There was no telegraphic communication between Boston and Rivermouth in those days; so my grandfather could do nothing but await the result. Even if there had been another mail to Boston, he could not have availed himself of it, not knowing how to address a message to the fugitives. The post-office was naturally the last place either I or the Admiral would think of visiting.
My grandfather, however, was too full of trouble to allow this to add to his distress. He knew that the faithful old sailor would not let me come to any harm, and even if I had managed for the time being to elude him, was sure to bring me back sooner or later.
Our return, therefore, by the first train on the following day did not surprise him.
I was greatly puzzled, as I have said, by the gentle manner of his reception; but when we were alone together in the sitting-room, and he began slowly to unfold the letter, I understood it all. I caught a sight of my mother’s handwriting in the superscription, and there was nothing left to tell me.
My grandfather held the letter a few seconds irresolutely, and then commenced reading it aloud; but he could get no further than the date.
“I can’t read it, Tom,” said the old gentleman, breaking down. “I thought I could.”
He handed it to me. I took the letter mechanically, and hurried away with it to my little room, where I had passed so many happy hours.

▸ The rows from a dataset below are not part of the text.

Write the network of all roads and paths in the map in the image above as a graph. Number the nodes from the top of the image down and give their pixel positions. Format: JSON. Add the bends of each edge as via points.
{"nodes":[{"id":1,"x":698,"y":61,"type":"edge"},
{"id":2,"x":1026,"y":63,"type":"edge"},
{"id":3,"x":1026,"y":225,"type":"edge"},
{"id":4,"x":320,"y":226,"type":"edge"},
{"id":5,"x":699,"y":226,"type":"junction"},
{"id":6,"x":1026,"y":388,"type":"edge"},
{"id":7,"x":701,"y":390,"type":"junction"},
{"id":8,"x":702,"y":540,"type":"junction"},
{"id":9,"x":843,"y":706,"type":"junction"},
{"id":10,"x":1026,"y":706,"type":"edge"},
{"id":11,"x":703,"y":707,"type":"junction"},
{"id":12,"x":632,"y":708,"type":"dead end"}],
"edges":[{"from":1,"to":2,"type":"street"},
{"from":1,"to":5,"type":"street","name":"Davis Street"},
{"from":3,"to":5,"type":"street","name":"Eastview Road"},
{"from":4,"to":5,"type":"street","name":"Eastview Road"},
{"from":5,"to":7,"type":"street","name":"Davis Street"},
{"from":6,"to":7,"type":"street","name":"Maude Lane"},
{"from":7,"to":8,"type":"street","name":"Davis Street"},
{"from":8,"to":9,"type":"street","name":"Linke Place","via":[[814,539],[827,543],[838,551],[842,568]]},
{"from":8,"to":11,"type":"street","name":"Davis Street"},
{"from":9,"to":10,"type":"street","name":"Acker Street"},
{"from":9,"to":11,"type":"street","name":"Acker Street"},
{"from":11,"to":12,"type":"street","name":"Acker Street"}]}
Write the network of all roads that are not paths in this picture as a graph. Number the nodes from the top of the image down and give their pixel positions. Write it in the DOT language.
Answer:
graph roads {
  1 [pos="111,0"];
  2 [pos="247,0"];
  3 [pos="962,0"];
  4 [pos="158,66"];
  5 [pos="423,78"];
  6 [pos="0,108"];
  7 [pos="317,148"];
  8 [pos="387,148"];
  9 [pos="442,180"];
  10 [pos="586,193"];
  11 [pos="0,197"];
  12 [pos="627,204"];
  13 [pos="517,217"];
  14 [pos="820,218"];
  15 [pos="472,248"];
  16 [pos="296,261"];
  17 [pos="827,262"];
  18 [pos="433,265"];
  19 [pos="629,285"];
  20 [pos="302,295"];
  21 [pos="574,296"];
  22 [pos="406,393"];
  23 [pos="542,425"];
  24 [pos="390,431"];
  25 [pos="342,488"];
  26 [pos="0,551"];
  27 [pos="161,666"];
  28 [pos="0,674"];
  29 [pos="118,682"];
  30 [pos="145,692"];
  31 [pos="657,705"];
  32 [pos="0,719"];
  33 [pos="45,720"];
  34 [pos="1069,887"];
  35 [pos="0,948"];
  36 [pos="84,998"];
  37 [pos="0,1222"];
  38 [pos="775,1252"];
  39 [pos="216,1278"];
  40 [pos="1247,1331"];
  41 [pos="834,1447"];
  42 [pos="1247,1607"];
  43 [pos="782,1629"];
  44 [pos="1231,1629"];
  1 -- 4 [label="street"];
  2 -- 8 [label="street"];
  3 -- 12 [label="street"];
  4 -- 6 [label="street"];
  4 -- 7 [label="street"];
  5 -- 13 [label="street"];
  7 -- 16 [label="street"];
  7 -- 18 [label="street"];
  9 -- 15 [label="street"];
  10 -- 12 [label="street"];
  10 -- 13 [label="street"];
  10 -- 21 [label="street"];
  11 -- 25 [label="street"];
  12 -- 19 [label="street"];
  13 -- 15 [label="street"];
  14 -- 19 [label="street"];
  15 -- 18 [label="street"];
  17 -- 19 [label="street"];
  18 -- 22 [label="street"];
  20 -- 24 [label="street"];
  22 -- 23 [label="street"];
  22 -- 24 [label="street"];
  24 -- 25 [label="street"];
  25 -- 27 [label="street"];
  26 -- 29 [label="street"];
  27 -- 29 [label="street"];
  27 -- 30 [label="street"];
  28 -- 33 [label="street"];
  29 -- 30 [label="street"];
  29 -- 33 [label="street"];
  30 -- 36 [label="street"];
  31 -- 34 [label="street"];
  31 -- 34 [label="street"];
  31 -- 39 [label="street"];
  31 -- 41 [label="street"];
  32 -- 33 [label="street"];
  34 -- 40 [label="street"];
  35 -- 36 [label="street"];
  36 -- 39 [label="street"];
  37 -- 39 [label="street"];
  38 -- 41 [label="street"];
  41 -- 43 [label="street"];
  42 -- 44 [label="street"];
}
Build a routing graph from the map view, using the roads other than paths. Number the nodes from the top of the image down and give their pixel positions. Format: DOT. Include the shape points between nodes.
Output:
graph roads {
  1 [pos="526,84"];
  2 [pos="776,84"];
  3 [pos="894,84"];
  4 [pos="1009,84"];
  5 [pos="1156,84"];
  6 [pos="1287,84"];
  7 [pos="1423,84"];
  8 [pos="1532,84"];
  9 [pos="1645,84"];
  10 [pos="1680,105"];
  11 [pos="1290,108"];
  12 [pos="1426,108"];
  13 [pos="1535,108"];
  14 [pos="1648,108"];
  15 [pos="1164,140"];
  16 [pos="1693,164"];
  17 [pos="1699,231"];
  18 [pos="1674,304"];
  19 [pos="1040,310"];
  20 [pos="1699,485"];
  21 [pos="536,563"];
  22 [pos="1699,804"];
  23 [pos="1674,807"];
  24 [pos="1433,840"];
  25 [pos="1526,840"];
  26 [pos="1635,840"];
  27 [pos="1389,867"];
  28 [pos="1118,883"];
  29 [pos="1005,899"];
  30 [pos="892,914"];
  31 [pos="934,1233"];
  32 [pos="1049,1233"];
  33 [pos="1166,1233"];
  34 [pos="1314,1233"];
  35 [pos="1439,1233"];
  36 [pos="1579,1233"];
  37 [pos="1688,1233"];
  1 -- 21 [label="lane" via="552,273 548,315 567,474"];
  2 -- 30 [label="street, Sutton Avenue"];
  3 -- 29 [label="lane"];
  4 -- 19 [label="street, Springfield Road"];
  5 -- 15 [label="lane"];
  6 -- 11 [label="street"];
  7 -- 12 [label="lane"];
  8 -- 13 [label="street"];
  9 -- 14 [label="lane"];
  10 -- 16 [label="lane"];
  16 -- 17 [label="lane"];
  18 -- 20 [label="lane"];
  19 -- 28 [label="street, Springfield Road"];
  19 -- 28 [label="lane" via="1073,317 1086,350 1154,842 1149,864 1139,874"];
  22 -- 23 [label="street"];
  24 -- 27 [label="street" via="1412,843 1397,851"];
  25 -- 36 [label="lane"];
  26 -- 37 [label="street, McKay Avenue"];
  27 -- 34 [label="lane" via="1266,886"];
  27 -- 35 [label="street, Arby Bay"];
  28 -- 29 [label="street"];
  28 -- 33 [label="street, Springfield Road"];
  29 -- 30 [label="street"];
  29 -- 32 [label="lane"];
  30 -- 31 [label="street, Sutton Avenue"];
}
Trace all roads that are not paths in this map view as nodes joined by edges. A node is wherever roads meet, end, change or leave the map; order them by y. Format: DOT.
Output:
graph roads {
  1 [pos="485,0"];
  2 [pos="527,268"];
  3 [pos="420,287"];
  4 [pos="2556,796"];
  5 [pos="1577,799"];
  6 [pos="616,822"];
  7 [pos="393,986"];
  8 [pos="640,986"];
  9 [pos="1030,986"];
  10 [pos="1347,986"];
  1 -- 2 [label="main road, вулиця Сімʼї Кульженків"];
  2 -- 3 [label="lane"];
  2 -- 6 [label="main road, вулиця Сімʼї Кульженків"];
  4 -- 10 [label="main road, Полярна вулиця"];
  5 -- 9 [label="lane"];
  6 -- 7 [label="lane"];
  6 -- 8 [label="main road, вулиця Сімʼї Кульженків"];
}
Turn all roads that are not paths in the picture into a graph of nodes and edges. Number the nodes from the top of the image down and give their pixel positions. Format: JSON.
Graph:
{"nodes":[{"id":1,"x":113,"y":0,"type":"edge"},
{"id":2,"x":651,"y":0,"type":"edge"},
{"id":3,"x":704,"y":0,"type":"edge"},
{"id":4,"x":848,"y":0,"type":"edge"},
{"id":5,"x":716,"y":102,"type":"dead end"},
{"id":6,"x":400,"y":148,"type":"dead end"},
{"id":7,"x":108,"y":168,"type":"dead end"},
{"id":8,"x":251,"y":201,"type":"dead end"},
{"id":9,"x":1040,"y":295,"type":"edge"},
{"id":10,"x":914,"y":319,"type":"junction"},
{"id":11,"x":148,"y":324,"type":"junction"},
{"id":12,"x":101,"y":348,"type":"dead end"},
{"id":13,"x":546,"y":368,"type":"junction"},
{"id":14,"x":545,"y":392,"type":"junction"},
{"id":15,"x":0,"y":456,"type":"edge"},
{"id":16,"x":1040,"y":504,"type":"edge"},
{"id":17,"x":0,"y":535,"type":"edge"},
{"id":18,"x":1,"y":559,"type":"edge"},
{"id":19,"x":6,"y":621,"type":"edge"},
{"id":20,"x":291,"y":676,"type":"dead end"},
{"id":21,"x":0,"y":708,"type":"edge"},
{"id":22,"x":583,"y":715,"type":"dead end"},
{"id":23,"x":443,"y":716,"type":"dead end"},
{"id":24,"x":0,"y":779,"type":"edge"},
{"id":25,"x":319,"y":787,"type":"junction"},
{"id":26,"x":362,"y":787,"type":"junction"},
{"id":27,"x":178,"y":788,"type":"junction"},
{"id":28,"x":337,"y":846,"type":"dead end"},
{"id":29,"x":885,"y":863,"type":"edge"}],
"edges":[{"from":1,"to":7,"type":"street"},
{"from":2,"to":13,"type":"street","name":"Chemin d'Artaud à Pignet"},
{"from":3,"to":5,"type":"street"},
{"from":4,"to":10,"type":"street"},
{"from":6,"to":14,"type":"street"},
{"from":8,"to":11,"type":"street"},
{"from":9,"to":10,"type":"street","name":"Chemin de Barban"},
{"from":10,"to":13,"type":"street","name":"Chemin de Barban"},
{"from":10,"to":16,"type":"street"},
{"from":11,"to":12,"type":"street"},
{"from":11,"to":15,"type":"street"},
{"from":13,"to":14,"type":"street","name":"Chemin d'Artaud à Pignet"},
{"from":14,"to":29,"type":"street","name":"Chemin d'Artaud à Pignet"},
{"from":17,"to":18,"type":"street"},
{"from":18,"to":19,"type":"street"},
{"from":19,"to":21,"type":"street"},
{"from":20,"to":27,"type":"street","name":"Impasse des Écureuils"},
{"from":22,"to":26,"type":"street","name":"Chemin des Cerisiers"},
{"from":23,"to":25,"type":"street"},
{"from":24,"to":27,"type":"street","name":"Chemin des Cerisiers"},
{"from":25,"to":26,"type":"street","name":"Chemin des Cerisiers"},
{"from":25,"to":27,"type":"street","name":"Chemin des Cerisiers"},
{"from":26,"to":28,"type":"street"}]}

The week that followed the receipt of this letter is nearly a blank in my memory. I remember that the days appeared endless; that at times I could not realize the misfortune that had befallen us, and my heart upbraided me for not feeling a deeper grief; that a full sense of my loss would now and then sweep over me like an inspiration, and I would steal away to my chamber or wander forlornly about the gardens. I remember this, but little more.
As the days went by my first grief subsided, and in its place grew up a want which I have experienced at every step in life from boyhood to manhood. Often, even now, after all these years, when I see a lad of twelve or fourteen walking by his father’s side, and glancing merrily up at his face, I turn and look after them, and am conscious that I have missed companionship most sweet and sacred.